WORK INSTRUCTIONS >>
Set down a true copy of the data, with all pictures left out.

[PROVIDED RECORDS Boundary: Start]

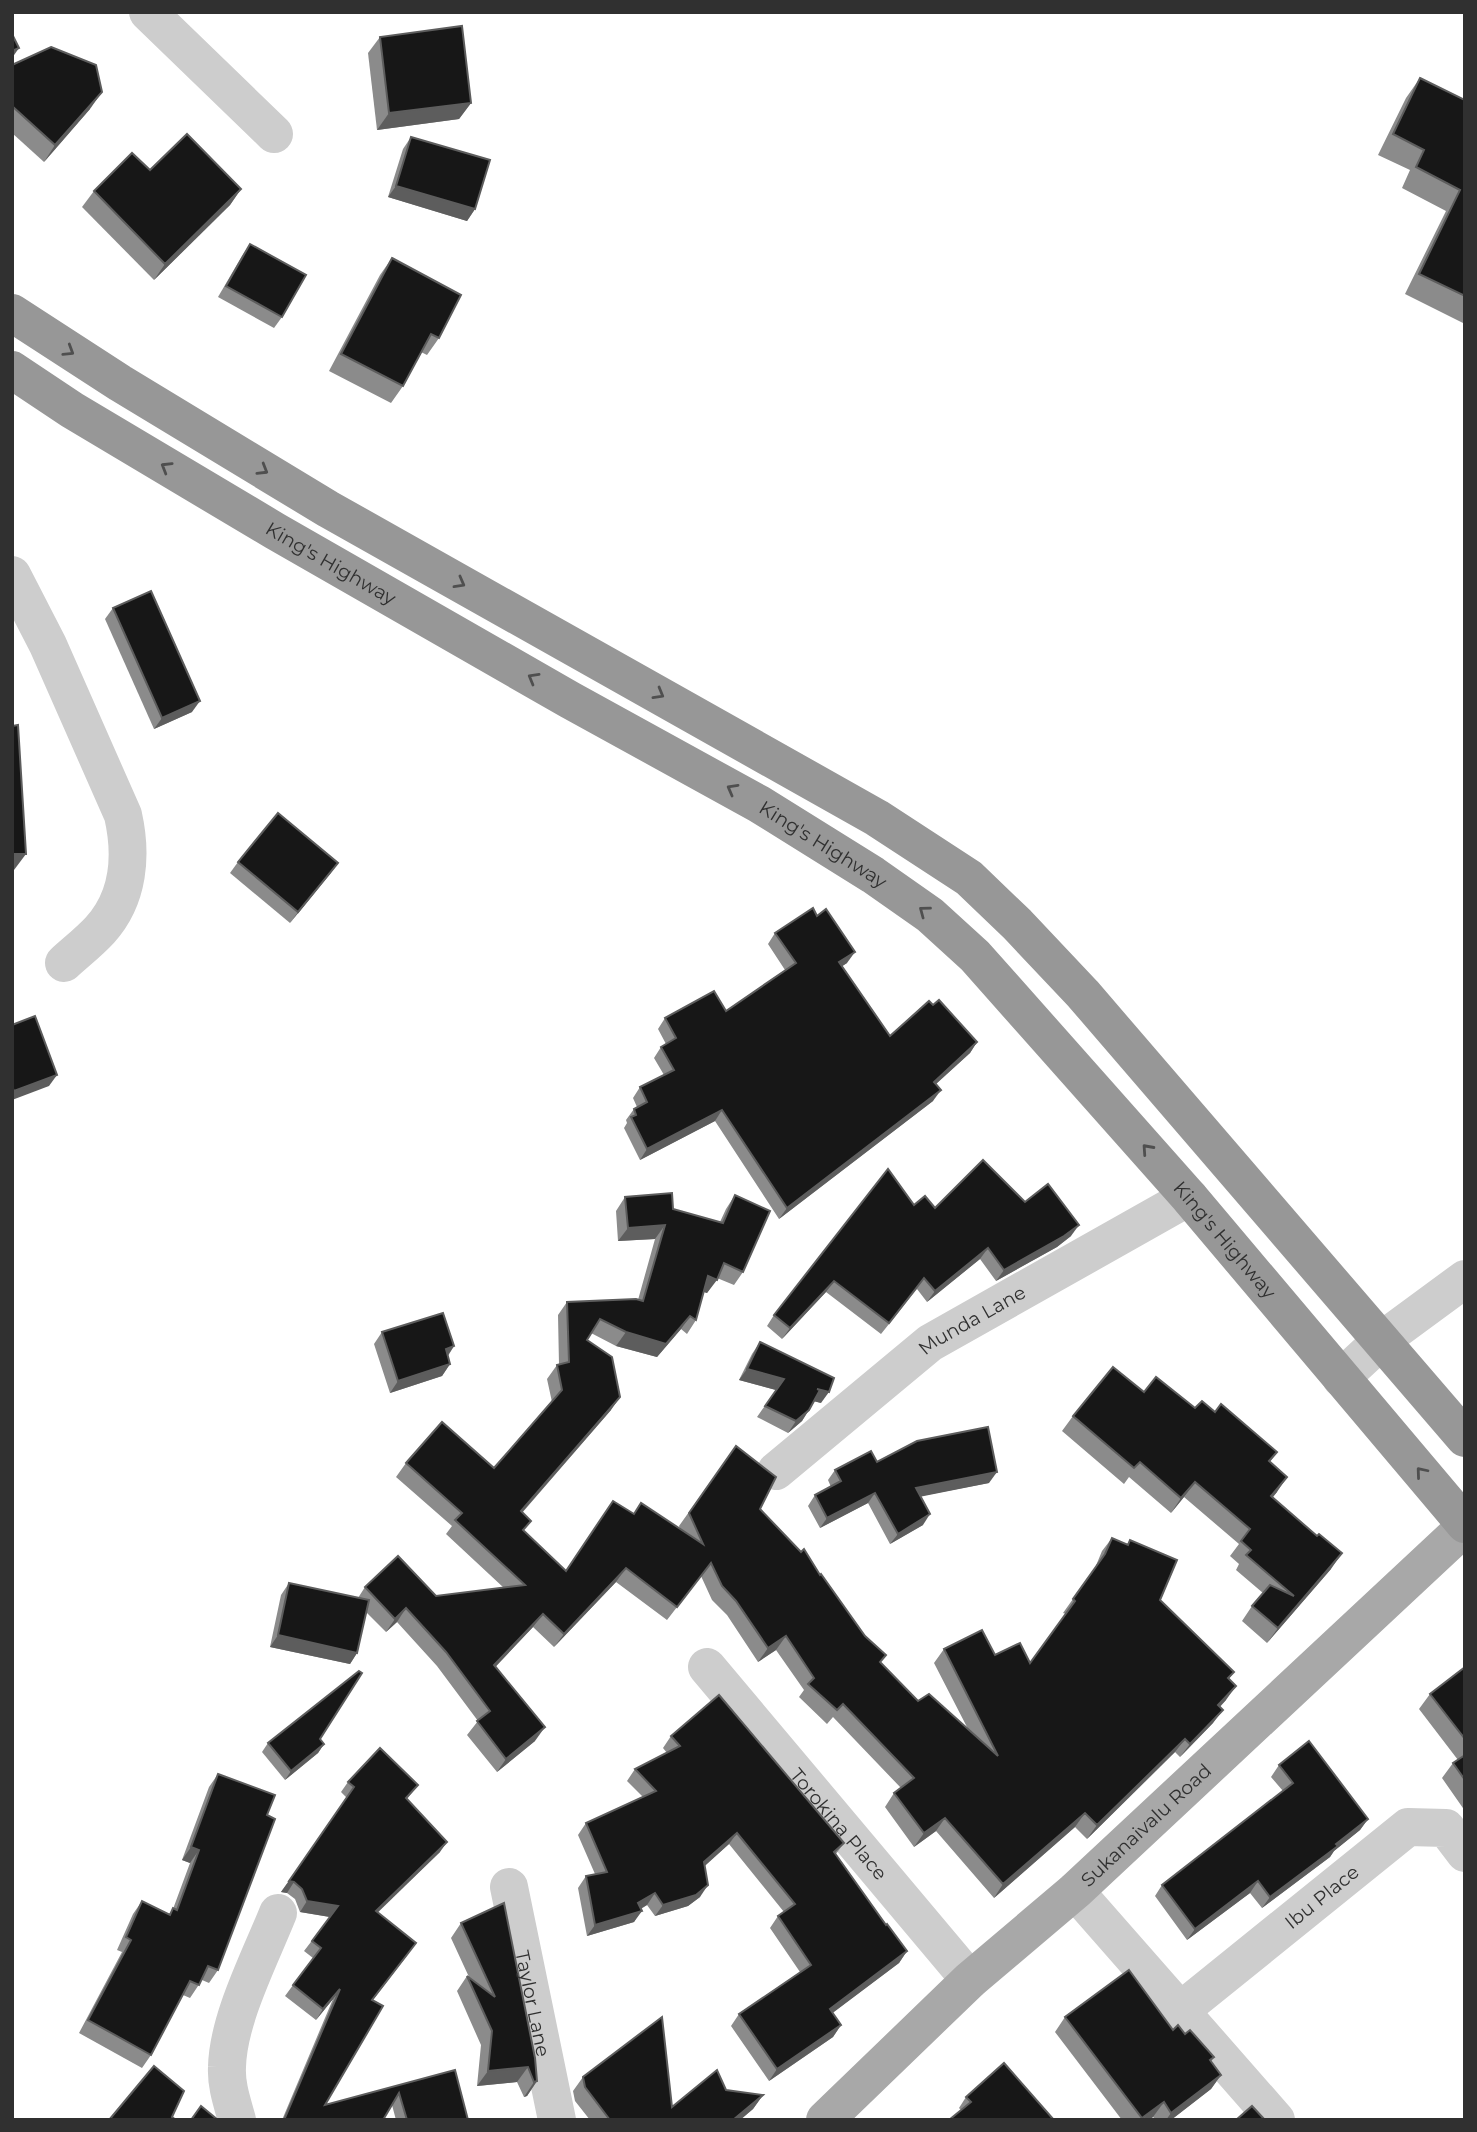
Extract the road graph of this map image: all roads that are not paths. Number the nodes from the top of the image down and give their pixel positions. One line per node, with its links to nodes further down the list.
1 (148, 12): 2 (street)
2 (274, 134)
3 (12, 313): 9 (highway, one-way to 9)
4 (12, 370): 7 (highway, King's Highway, one-way to 4)
5 (12, 575): 6 (street)
6 (64, 963)
7 (1189, 1197): 10 (highway, King's Highway); 12 (street, Munda Lane)
8 (1465, 1279): 9 (street)
9 (1382, 1340): 10 (street); 11 (highway)
10 (1341, 1378): 13 (highway, King's Highway, one-way to 10)
11 (1465, 1438)
12 (776, 1471)
13 (1465, 1526): 17 (main road, Sukanaivalu Road)
14 (707, 1667): 19 (street, Torokina Place)
15 (1465, 1853): 20 (street, Ibu Place)
16 (509, 1887): 22 (street, Taylor Lane)
17 (1075, 1891): 19 (main road, Sukanaivalu Road); 20 (street)
18 (278, 1913): 21 (street)
19 (970, 1980): 23 (main road, Sukanaivalu Road)
20 (1180, 2011): 24 (street)
21 (237, 2120)
22 (557, 2120)
23 (825, 2120)
24 (1276, 2120)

[PROVIDED RECORDS Boundary: End]

RESPONSE >>
Extract the road graph of this map image: all roads that are not paths. Number the nodes from the top of the image down and give their pixel positions. One line per node, with its links to nodes further down the list.
1 (148, 12): 2 (street)
2 (274, 134)
3 (12, 313): 9 (highway, one-way to 9)
4 (12, 370): 7 (highway, King's Highway, one-way to 4)
5 (12, 575): 6 (street)
6 (64, 963)
7 (1189, 1197): 10 (highway, King's Highway); 12 (street, Munda Lane)
8 (1465, 1279): 9 (street)
9 (1382, 1340): 10 (street); 11 (highway)
10 (1341, 1378): 13 (highway, King's Highway, one-way to 10)
11 (1465, 1438)
12 (776, 1471)
13 (1465, 1526): 17 (main road, Sukanaivalu Road)
14 (707, 1667): 19 (street, Torokina Place)
15 (1465, 1853): 20 (street, Ibu Place)
16 (509, 1887): 22 (street, Taylor Lane)
17 (1075, 1891): 19 (main road, Sukanaivalu Road); 20 (street)
18 (278, 1913): 21 (street)
19 (970, 1980): 23 (main road, Sukanaivalu Road)
20 (1180, 2011): 24 (street)
21 (237, 2120)
22 (557, 2120)
23 (825, 2120)
24 (1276, 2120)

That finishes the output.